Немного фотографий, немного пейзажей петроградских руин. Главными повествователями музей избрал пожелтевшие афиши: там будет вечер памяти Пушкина, там — поэтический "сольник" Блока, там дадут пьесу Гумилева, там споют романсы на стихи, там Корней Чуковский лекцию прочтет, а там ее прочтет Виктор Жирмунский. Две короткие выдержки: из приговора гражданина Гумилева по расстрельному делу Таганцева и рапорт о проверке на буржуазную вшивость и классовую лояльность гражданина Блока (проверен, отпущен). Потом объявят вечер памяти самого Блока. Тут истории и конец. То есть перед нами голая последовательность имен, дат и адресов, условных сигналов, ссылок. Чтобы проникнуться ею, надо, как минимум, представлять себе, кто есть кто: чем больше посетитель начитан, тем ему интереснее.

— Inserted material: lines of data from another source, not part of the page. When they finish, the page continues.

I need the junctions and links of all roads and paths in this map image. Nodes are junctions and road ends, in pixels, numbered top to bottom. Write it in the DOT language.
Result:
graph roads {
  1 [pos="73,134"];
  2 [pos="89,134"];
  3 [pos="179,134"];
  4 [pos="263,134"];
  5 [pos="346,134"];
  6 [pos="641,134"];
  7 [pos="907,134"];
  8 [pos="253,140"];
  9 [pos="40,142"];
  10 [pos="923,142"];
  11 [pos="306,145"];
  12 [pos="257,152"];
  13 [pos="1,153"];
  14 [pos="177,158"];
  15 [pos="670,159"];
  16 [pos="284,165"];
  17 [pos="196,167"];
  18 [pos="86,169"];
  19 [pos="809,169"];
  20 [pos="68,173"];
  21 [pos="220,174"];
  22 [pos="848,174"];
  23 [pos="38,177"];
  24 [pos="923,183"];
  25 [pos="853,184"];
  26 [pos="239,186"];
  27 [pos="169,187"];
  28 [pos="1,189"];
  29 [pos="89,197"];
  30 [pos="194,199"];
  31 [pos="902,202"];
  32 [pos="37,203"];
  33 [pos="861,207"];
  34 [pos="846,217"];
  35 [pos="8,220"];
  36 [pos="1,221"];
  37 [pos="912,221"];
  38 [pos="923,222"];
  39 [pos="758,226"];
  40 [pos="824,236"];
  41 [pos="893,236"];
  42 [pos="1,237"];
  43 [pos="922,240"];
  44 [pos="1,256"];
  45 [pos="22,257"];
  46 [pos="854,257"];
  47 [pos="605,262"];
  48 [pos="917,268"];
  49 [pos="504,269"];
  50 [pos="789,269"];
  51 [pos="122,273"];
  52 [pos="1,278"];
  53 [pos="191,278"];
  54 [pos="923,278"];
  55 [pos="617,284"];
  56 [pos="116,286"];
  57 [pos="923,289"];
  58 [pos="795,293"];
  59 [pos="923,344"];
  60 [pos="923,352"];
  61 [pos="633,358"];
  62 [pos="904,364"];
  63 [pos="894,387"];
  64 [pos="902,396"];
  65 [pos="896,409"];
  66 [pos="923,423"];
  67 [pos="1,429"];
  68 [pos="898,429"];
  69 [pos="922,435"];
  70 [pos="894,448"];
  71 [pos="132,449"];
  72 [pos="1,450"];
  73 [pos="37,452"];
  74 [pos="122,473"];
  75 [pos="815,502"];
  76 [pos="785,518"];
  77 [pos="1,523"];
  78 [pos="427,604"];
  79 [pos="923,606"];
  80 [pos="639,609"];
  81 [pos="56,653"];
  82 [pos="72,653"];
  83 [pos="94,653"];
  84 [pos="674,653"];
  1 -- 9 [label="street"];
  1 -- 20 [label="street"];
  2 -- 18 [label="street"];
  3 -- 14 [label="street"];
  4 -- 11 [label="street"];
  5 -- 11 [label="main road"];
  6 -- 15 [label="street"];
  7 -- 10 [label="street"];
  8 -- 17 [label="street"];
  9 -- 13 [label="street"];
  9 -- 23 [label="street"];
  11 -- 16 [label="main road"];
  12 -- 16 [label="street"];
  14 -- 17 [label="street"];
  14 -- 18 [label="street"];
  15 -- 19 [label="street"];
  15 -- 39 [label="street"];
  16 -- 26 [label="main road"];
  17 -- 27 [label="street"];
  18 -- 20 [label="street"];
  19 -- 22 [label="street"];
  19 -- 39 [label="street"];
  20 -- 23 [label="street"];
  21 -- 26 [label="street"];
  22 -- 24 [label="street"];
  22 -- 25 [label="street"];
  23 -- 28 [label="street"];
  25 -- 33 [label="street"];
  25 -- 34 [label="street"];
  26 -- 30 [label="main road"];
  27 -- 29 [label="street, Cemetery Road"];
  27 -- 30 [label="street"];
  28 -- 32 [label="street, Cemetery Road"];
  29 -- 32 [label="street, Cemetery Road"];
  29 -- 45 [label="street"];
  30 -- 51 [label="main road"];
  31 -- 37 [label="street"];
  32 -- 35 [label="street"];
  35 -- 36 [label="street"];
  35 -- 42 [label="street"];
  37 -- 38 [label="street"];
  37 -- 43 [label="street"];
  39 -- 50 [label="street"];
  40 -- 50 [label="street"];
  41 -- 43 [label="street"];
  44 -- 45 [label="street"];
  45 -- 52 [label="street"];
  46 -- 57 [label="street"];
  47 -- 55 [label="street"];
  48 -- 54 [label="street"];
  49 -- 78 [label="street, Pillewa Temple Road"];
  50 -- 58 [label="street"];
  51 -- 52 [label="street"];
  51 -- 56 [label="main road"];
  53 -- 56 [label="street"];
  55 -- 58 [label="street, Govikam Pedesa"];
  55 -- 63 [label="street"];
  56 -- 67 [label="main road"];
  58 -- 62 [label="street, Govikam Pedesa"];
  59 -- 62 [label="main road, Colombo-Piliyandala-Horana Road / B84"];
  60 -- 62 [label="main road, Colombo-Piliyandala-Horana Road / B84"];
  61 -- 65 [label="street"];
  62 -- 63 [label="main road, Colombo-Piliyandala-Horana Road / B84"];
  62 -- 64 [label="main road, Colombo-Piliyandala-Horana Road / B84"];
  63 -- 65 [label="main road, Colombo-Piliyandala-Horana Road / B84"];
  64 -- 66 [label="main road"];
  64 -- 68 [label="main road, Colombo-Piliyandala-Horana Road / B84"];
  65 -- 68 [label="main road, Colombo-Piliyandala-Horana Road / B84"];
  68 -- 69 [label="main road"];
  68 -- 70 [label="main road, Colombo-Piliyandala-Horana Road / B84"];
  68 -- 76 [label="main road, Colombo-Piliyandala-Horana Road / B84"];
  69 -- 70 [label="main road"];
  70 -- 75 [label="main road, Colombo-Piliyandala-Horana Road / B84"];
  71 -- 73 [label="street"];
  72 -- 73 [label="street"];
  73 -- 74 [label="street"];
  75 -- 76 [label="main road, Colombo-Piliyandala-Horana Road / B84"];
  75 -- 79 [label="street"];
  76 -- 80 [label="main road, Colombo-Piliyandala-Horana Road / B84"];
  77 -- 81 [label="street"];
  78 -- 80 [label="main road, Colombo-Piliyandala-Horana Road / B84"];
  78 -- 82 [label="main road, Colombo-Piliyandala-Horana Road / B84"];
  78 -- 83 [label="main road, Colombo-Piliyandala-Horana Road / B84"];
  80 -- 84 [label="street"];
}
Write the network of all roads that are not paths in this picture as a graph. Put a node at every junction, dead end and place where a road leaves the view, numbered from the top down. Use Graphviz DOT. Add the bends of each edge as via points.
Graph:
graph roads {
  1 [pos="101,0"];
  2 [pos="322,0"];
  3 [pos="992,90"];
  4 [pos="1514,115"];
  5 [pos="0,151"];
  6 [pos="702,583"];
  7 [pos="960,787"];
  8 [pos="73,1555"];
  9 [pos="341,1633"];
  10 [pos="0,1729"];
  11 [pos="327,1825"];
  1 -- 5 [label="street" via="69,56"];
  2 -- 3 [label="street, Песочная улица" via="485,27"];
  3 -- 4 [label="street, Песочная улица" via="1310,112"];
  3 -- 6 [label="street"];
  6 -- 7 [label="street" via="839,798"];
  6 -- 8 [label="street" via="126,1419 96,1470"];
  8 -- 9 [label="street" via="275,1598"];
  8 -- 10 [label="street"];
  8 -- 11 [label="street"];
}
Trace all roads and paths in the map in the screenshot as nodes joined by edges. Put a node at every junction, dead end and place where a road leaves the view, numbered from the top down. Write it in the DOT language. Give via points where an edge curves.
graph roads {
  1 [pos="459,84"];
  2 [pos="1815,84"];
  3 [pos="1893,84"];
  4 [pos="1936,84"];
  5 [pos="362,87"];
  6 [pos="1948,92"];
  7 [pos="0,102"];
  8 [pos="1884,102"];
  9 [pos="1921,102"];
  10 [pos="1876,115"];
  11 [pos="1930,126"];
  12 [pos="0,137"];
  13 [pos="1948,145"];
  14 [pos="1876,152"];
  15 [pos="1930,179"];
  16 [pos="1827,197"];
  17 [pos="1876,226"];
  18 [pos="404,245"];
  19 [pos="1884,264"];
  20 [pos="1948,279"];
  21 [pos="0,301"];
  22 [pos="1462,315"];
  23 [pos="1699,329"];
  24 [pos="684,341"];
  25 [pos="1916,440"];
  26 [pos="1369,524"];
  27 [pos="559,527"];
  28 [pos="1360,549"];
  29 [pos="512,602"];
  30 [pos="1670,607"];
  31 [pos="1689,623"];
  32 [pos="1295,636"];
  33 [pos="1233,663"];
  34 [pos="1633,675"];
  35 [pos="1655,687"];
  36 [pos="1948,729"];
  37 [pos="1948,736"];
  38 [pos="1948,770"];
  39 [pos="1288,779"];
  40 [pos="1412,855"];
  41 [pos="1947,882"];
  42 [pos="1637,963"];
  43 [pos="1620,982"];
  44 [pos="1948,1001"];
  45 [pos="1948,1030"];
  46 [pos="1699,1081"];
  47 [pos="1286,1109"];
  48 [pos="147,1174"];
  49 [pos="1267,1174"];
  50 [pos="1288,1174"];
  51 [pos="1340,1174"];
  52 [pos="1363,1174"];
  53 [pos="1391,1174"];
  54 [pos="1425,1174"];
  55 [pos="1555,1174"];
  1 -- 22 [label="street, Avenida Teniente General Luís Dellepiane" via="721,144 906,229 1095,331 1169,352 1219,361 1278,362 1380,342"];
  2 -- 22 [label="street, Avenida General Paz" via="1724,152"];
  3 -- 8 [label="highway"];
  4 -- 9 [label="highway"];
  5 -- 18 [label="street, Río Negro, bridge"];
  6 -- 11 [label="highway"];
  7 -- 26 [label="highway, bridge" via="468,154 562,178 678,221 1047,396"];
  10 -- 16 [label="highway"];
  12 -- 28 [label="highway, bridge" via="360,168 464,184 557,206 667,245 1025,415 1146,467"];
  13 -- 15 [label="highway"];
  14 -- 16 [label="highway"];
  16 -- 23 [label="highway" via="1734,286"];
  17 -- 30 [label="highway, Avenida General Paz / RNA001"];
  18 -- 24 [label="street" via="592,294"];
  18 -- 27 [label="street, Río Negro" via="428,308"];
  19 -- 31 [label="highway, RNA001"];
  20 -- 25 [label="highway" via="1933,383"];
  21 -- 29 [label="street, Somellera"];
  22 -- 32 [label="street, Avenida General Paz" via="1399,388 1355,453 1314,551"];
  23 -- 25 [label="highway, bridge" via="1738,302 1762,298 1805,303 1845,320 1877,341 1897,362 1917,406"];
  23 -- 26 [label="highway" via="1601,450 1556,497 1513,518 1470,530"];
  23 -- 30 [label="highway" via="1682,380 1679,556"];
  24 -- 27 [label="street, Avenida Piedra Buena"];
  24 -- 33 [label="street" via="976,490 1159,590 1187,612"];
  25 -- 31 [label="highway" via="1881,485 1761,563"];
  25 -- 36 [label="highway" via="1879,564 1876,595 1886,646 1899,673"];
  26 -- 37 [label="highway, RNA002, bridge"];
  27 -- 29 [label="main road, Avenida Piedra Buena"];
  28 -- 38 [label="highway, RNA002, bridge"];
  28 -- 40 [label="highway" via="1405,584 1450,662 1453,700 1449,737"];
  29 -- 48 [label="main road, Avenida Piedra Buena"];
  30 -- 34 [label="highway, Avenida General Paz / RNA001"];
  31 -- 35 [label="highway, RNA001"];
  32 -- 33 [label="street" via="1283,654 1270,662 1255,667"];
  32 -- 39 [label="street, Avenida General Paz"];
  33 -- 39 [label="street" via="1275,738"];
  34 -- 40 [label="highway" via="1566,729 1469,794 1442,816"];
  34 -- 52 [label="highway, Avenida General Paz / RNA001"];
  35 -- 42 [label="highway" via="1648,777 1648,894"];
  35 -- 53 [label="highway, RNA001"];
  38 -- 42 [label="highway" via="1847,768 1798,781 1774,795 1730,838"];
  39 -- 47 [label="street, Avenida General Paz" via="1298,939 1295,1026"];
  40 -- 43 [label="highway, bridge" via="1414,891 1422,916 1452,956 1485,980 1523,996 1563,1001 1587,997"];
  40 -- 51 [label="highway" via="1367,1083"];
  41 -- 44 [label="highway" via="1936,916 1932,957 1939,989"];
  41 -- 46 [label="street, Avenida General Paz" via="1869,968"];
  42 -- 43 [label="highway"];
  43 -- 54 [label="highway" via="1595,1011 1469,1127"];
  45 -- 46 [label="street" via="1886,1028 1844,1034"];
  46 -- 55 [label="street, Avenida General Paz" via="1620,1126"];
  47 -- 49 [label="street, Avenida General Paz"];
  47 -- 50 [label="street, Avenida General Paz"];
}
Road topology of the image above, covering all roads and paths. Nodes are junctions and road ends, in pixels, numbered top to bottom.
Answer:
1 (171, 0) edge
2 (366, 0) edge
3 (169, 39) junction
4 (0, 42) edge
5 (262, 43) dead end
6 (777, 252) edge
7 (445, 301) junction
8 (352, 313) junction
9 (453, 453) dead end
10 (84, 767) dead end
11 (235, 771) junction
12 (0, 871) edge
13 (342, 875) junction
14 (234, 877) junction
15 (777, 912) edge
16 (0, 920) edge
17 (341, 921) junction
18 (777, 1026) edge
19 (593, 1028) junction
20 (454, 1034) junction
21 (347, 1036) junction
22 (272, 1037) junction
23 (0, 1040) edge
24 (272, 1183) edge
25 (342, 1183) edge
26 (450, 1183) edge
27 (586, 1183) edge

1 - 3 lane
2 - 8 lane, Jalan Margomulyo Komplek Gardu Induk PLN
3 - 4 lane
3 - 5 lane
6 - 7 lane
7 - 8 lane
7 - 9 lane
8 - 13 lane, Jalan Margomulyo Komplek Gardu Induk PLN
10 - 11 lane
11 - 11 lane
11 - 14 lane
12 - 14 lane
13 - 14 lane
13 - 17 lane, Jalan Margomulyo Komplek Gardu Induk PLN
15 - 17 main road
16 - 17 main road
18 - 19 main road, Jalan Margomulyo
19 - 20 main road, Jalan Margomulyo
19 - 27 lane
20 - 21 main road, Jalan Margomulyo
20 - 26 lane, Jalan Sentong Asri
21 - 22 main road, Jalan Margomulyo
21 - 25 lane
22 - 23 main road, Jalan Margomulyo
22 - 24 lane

Зная русские народные особенности обработки тяжелой историко-культурной информации (к тому же представленной, как на выставке, весьма абстрактно) для последующего ее хранения в памяти, понимаешь, как опасна юбилейная затея. Гумилев, подселенный на время траурных акций в Музей-квартиру Блока, может навсегда отложиться в памяти народной как блоковский брат, шурин, деверь или, что хуже, бойфренд; и смерть он якобы принял вслед за Блоком нарочно — как примерная индийская вдова, взошедшая на мужний погребальный костер.
А в общем, 1921 год рисуется каким-то сплошным литературным фестивалем, на материале которого минималистскими средствами разыгрывается не знающая сносу история о смерти и зловещей игре судеб. Участники неотвратимо выбывают один за другим согласно какому-то неявному механизму. Почти Агата Кристи с ее "Десятью негритятами". Сначала Пушкин, а там и Блок, и Гумилев, и все, как назло, в одной квартире.
ЮЛИЯ Ъ-ЯКОВЛЕВА, Санкт-Петербург
Выставка продлится до 30 сентября.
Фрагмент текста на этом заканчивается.